SW  Stricture and bowel obstruction are common complications of Crohn’s disease. When a patient has symptoms of a stricture (bloating, vomiting, abdominal pain), the clinician wants to know if there is a stricture and whether it is inflammatory, in which case the bowel might respond to medication, or whether it is chronic (ie, related to muscularization or fibrosis of the bowel), in which case medication will not help; the stricture needs to be removed with surgery. When a patient comes in for MR enterography or ultrasound with symptoms suggestive of bowel stricture, it is thus very important to determine whether the stricture is inflammatory or chronic. The ultrasound technique of elastography can be used to try to determine the stiffness of the stricture. In addition, contrast-enhanced ultrasound can be used to determine the amount of the blood supply in the strictured loop of bowel. My colleagues and I have found, and have published, that bowel that is very stiff is not generally inflamed, so there is no point in treating it medically; it will not improve. It might as well be removed. If, however, the bowel is soft and inflamed, the patient should be placed on aggressive medical therapy to see whether the bowel will respond and improve. 

G&H  What are the future directions for ultrasound use in IBD patients?

SW  Future directions for ultrasound use in IBD will incorporate traditional greyscale and color Doppler imaging with the advanced biomarkers of contrast-enhanced ultrasound and shear wave elastography. The abilities to noninvasively show disease and to predict response to therapy are invaluable. As discussed, ultrasound is safe and provides excellent diagnostic capability in a highly available and cost-competitive technique. 

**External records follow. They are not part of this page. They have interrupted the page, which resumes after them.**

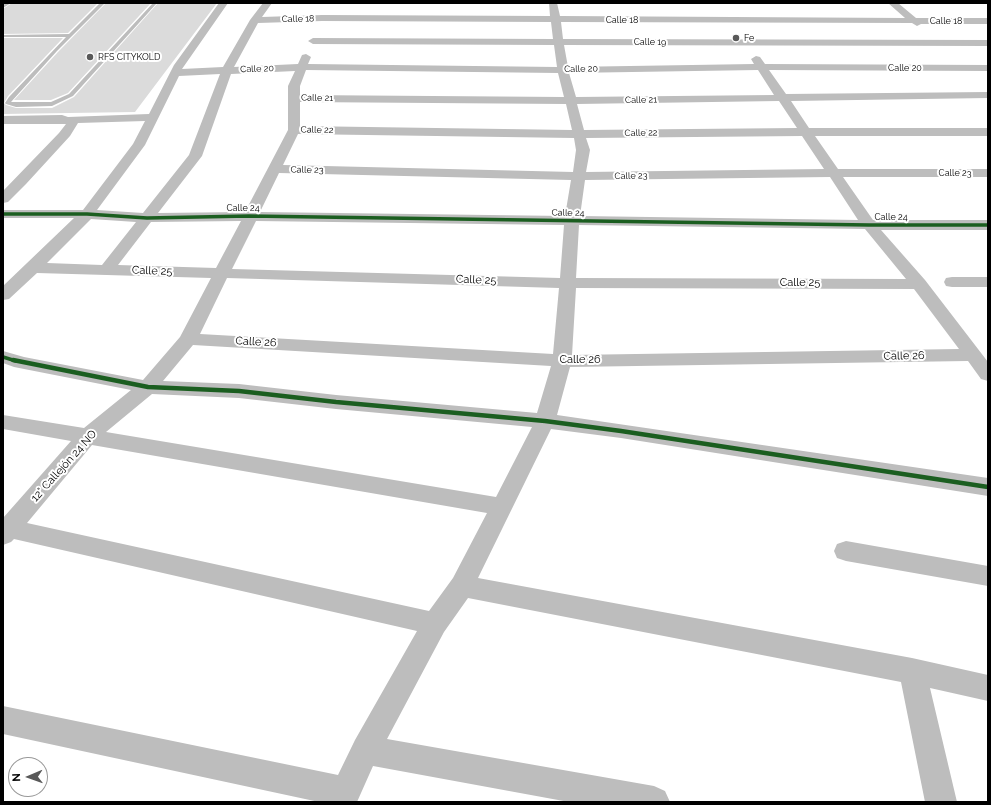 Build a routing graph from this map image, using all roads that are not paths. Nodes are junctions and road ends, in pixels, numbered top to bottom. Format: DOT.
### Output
graph roads {
  1 [pos="9,3"];
  2 [pos="103,3"];
  3 [pos="155,3"];
  4 [pos="224,3"];
  5 [pos="268,3"];
  6 [pos="892,3"];
  7 [pos="3,7"];
  8 [pos="466,8"];
  9 [pos="554,11"];
  10 [pos="324,13"];
  11 [pos="725,14"];
  12 [pos="465,19"];
  13 [pos="255,20"];
  14 [pos="914,21"];
  15 [pos="988,21"];
  16 [pos="70,35"];
  17 [pos="3,36"];
  18 [pos="313,41"];
  19 [pos="558,42"];
  20 [pos="744,42"];
  21 [pos="942,43"];
  22 [pos="988,43"];
  23 [pos="302,67"];
  24 [pos="761,67"];
  25 [pos="975,68"];
  26 [pos="988,68"];
  27 [pos="227,70"];
  28 [pos="563,70"];
  29 [pos="175,73"];
  30 [pos="988,78"];
  31 [pos="988,95"];
  32 [pos="294,98"];
  33 [pos="782,98"];
  34 [pos="571,101"];
  35 [pos="153,117"];
  36 [pos="3,120"];
  37 [pos="70,120"];
  38 [pos="294,130"];
  39 [pos="805,132"];
  40 [pos="988,132"];
  41 [pos="579,134"];
  42 [pos="274,169"];
  43 [pos="833,173"];
  44 [pos="988,173"];
  45 [pos="579,176"];
  46 [pos="3,199"];
  47 [pos="3,214"];
  48 [pos="87,214"];
  49 [pos="249,216"];
  50 [pos="147,218"];
  51 [pos="572,221"];
  52 [pos="988,224"];
  53 [pos="869,226"];
  54 [pos="33,268"];
  55 [pos="107,269"];
  56 [pos="220,273"];
  57 [pos="952,282"];
  58 [pos="988,282"];
  59 [pos="567,283"];
  60 [pos="919,284"];
  61 [pos="4,294"];
  62 [pos="188,338"];
  63 [pos="972,354"];
  64 [pos="3,357"];
  65 [pos="562,361"];
  66 [pos="988,375"];
  67 [pos="148,387"];
  68 [pos="545,421"];
  69 [pos="3,422"];
  70 [pos="88,436"];
  71 [pos="988,487"];
  72 [pos="502,507"];
  73 [pos="5,530"];
  74 [pos="846,551"];
  75 [pos="988,576"];
  76 [pos="462,586"];
  77 [pos="435,624"];
  78 [pos="912,671"];
  79 [pos="988,688"];
  80 [pos="3,720"];
  81 [pos="366,750"];
  82 [pos="342,797"];
  83 [pos="654,802"];
  84 [pos="942,802"];
  1 -- 7 [label="lane"];
  2 -- 16 [label="lane"];
  3 -- 16 [label="lane"];
  4 -- 29 [label="street"];
  5 -- 13 [label="street"];
  6 -- 14 [label="street"];
  8 -- 12 [label="street"];
  9 -- 11 [label="street, Calle 18"];
  9 -- 12 [label="street, Calle 18"];
  9 -- 19 [label="street"];
  10 -- 12 [label="street, Calle 18"];
  10 -- 13 [label="street, Calle 18"];
  10 -- 18 [label="street"];
  11 -- 14 [label="street, Calle 18"];
  11 -- 20 [label="street"];
  13 -- 27 [label="street"];
  14 -- 15 [label="street, Calle 18"];
  14 -- 21 [label="street"];
  16 -- 17 [label="lane"];
  18 -- 19 [label="street, Calle 19"];
  18 -- 23 [label="street"];
  19 -- 20 [label="street, Calle 19"];
  19 -- 28 [label="street"];
  20 -- 21 [label="street, Calle 19"];
  20 -- 24 [label="street"];
  21 -- 22 [label="street, Calle 19"];
  21 -- 25 [label="street"];
  23 -- 27 [label="street, Calle 20"];
  23 -- 28 [label="street, Calle 20"];
  23 -- 32 [label="street"];
  24 -- 25 [label="street, Calle 20"];
  24 -- 28 [label="street, Calle 20"];
  24 -- 33 [label="street"];
  25 -- 26 [label="street, Calle 20"];
  25 -- 30 [label="street"];
  27 -- 29 [label="street, Calle 20"];
  27 -- 50 [label="street"];
  28 -- 34 [label="street"];
  29 -- 35 [label="street"];
  31 -- 33 [label="street, Calle 21"];
  32 -- 34 [label="street, Calle 21"];
  32 -- 38 [label="street"];
  33 -- 34 [label="street, Calle 21"];
  33 -- 39 [label="street"];
  34 -- 41 [label="street"];
  35 -- 37 [label="street"];
  35 -- 48 [label="street"];
  36 -- 37 [label="street"];
  37 -- 46 [label="street"];
  38 -- 41 [label="street, Calle 22"];
  38 -- 42 [label="street, 12° Callejón 24 NO"];
  39 -- 40 [label="street, Calle 22"];
  39 -- 41 [label="street, Calle 22"];
  39 -- 43 [label="street"];
  41 -- 45 [label="street"];
  42 -- 45 [label="street, Calle 23"];
  42 -- 49 [label="street, 12° Callejón 24 NO"];
  43 -- 44 [label="street, Calle 23"];
  43 -- 45 [label="street, Calle 23"];
  43 -- 53 [label="street"];
  45 -- 51 [label="street"];
  47 -- 48 [label="street, Calle 24"];
  48 -- 50 [label="street, Calle 24"];
  48 -- 54 [label="street"];
  49 -- 50 [label="street, Calle 24"];
  49 -- 51 [label="street, Calle 24"];
  49 -- 56 [label="street, 12° Callejón 24 NO"];
  50 -- 55 [label="street"];
  51 -- 53 [label="street, Calle 24"];
  51 -- 59 [label="street"];
  52 -- 53 [label="street, Calle 24"];
  53 -- 60 [label="street"];
  54 -- 55 [label="street, Calle 25"];
  54 -- 61 [label="street"];
  55 -- 56 [label="street, Calle 25"];
  56 -- 59 [label="street, Calle 25"];
  56 -- 62 [label="street, 12° Callejón 24 NO"];
  57 -- 58 [label="street"];
  59 -- 60 [label="street, Calle 25"];
  59 -- 65 [label="street"];
  60 -- 63 [label="street"];
  62 -- 65 [label="street, Calle 26"];
  62 -- 67 [label="street, 12° Callejón 24 NO"];
  63 -- 65 [label="street, Calle 26"];
  63 -- 66 [label="street"];
  64 -- 67 [label="street"];
  65 -- 68 [label="street"];
  67 -- 68 [label="street"];
  67 -- 70 [label="street, 12° Callejón 24 NO"];
  68 -- 71 [label="street"];
  68 -- 72 [label="street"];
  69 -- 70 [label="street"];
  70 -- 72 [label="street"];
  70 -- 73 [label="street, 12° Callejón 24 NO"];
  72 -- 76 [label="street"];
  73 -- 77 [label="street"];
  74 -- 75 [label="street"];
  76 -- 77 [label="street"];
  76 -- 78 [label="street"];
  77 -- 81 [label="street"];
  78 -- 79 [label="street"];
  78 -- 84 [label="street"];
  80 -- 82 [label="street"];
  81 -- 82 [label="street"];
  81 -- 83 [label="street"];
}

Dr Wilson has no relevant conflicts of interest to disclose.  

Suggested Reading

Barr RG, Wilson SR, Lyshchik A, et al. Contrast-enhanced ultrasound—state of the art in North America: Society of Radiologists in Ultrasound white paper [published online September 19, 2020]. Ultrasound Q. doi:10.1097/RUQ.0000000000000515. 

Calabrese E, Maaser C, Zorzi F, et al. Bowel ultrasonography in the management of Crohn’s disease. A review with recommendations of an international panel of experts. Inflamm Bowel Dis. 2016;22(5):1168-1183.

Lu C, Gui X, Chen W, Fung T, Novak K, Wilson SR. Ultrasound shear wave elastography and contrast enhancement: effective biomarkers in Crohn’s disease strictures. Inflamm Bowel Dis. 2017;23(3):421-430.

Lu C, Merrill C, Medellin A, Novak K, Wilson SR. Bowel ultrasound state of the art: grayscale and Doppler ultrasound, contrast enhancement, and elastography in Crohn disease. J Ultrasound Med. 2019;38(2):271-288.

Maaser C, Petersen F, Helwig U, et al; German IBD Study Group and the TRUST&UC Study Group. Intestinal ultrasound for monitoring therapeutic response in patients with ulcerative colitis: results from the TRUST&UC study. Gut. 2020;69(9):1629-1636.

Novak KL, Wilson SR. The role of ultrasound in the evaluation of inflammatory bowel disease. Semin Roentgenol. 2013;48(3):224-233.

Sagami S, Kobayashi T, Aihara K, et al. Transperineal ultrasound predicts endoscopic and histological healing in ulcerative colitis. Aliment Pharmacol Ther. 2020;51(12):1373-1383.